Ahi Tuna Poke Bowl
The Deconstructed Tuna Roll
Prep work for this Ahi Tuna Poke Bowl recipe can be done ahead. When you’re ready to serve, simply let the ingredients come to room temperature (takes about 30 minutes). The final step is plating. This recipe was adapted from the one on SkinnyTaste.
1/2 lb sushi grade tuna, cut into three-quarter-inch pieces
2 Tbl thinly sliced white onion
1/4 cup chopped scallions, greens and whites
1 Tbl soy sauce
1/2 tsp sesame oil
1/4 tsp sriracha
1 ripe mango
1 Hass avocado
1/2 medium cucumber
1/2 Tbl rice wine vinegar
1 cup cooked brown rice, cooled to room temperature
2 Tbl chopped roasted Macadamia nuts
1 tsp toasted sesame seeds
Lime wedges, for serving
- Combine tuna with onion, scallions, soy sauce, sesame oil and sriracha.
- Gently toss to combine and set aside.
- Peel, seed and cube mango and avocado.
- Peel, halve, and thinly slice cucumber.
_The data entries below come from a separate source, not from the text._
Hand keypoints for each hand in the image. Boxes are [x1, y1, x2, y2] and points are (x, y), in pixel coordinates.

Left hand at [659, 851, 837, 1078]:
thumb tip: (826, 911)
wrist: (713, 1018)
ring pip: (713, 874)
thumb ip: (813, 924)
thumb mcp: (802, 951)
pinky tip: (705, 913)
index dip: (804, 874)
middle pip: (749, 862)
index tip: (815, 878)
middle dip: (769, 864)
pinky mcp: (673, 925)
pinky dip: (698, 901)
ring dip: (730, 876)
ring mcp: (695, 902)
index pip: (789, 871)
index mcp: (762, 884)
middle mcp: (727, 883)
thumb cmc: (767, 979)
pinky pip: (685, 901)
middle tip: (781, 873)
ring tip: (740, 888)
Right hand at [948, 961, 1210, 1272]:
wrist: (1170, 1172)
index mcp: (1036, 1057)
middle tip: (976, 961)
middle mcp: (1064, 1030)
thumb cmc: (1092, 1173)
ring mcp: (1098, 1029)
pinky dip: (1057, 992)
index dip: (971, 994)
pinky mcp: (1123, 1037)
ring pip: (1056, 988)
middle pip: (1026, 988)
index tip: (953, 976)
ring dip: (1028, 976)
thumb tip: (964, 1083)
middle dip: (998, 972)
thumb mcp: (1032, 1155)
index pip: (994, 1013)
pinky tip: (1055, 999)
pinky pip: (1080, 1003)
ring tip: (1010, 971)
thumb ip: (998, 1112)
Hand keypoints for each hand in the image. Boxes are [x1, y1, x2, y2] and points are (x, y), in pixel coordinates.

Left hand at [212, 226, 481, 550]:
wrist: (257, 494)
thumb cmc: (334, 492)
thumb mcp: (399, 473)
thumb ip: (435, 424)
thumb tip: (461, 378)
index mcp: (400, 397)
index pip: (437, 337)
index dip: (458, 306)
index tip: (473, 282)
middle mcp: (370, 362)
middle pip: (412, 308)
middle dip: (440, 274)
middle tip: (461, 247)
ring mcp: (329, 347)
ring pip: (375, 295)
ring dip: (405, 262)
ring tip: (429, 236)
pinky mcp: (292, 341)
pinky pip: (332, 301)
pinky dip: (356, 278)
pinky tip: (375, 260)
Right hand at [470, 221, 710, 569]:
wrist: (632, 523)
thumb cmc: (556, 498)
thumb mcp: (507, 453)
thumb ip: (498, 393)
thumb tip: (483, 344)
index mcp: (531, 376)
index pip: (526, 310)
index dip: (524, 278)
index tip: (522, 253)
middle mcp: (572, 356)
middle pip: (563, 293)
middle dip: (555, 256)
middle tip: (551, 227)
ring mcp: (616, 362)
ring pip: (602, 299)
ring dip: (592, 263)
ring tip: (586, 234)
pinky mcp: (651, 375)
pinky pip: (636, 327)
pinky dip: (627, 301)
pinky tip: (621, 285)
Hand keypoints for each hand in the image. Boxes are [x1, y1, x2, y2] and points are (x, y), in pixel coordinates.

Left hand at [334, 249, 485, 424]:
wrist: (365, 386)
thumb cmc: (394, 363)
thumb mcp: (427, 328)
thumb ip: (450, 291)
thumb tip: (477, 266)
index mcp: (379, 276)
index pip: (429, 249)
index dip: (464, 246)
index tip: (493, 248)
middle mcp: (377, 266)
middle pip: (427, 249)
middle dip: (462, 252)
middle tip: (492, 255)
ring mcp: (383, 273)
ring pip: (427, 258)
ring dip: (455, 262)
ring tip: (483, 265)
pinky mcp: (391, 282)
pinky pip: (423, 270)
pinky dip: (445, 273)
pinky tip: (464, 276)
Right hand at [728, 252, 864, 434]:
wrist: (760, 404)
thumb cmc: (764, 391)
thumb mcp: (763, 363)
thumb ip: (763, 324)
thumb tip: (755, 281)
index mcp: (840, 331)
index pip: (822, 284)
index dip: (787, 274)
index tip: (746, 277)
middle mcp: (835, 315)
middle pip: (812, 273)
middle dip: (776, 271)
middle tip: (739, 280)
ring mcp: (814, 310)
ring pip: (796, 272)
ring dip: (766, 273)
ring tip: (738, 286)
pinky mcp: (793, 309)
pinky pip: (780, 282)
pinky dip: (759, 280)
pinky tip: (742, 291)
Toss with 1/2 Tbl rice wine vinegar and a dash of salt.
- To prepare the bowls, place the rice at the bottom of the bowl and lean the other items in small, separate stacks.
- Top with Macadamia nuts and sesame seeds.
Serve with lime wedges.
This Ahi Tuna Poke Bowl recipes serves 2.
Approximately 506 calories per serving.